Your instructions
Make an exact copy of the entries below, with all images left out.

◆ ◆ ◆ ◆

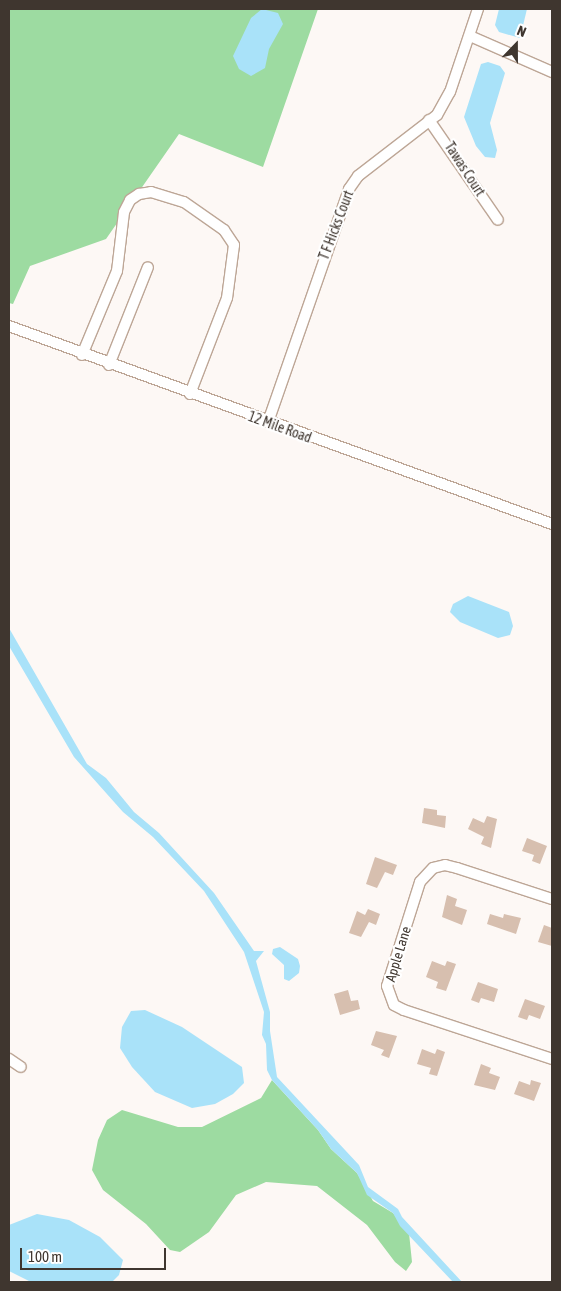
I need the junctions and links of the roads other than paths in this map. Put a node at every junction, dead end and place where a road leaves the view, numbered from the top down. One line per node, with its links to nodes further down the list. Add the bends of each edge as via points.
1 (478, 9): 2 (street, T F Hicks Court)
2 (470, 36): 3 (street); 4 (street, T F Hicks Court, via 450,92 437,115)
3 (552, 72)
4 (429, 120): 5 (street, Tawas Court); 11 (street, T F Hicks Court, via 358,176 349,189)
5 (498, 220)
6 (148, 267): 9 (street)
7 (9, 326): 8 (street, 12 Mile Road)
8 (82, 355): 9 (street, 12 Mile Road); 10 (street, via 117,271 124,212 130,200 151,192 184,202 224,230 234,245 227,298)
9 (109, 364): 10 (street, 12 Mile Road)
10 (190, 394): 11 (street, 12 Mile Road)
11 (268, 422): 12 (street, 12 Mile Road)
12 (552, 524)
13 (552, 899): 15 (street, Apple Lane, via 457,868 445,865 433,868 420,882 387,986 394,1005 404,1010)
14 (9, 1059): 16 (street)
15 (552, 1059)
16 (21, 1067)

◆ ◆ ◆ ◆

Solved problem
I need the junctions and links of the roads other than paths in this map. Put a node at every junction, dead end and place where a road leaves the view, numbered from the top down. One line per node, with its links to nodes further down the list. Add the bends of each edge as via points.
1 (478, 9): 2 (street, T F Hicks Court)
2 (470, 36): 3 (street); 4 (street, T F Hicks Court, via 450,92 437,115)
3 (552, 72)
4 (429, 120): 5 (street, Tawas Court); 11 (street, T F Hicks Court, via 358,176 349,189)
5 (498, 220)
6 (148, 267): 9 (street)
7 (9, 326): 8 (street, 12 Mile Road)
8 (82, 355): 9 (street, 12 Mile Road); 10 (street, via 117,271 124,212 130,200 151,192 184,202 224,230 234,245 227,298)
9 (109, 364): 10 (street, 12 Mile Road)
10 (190, 394): 11 (street, 12 Mile Road)
11 (268, 422): 12 (street, 12 Mile Road)
12 (552, 524)
13 (552, 899): 15 (street, Apple Lane, via 457,868 445,865 433,868 420,882 387,986 394,1005 404,1010)
14 (9, 1059): 16 (street)
15 (552, 1059)
16 (21, 1067)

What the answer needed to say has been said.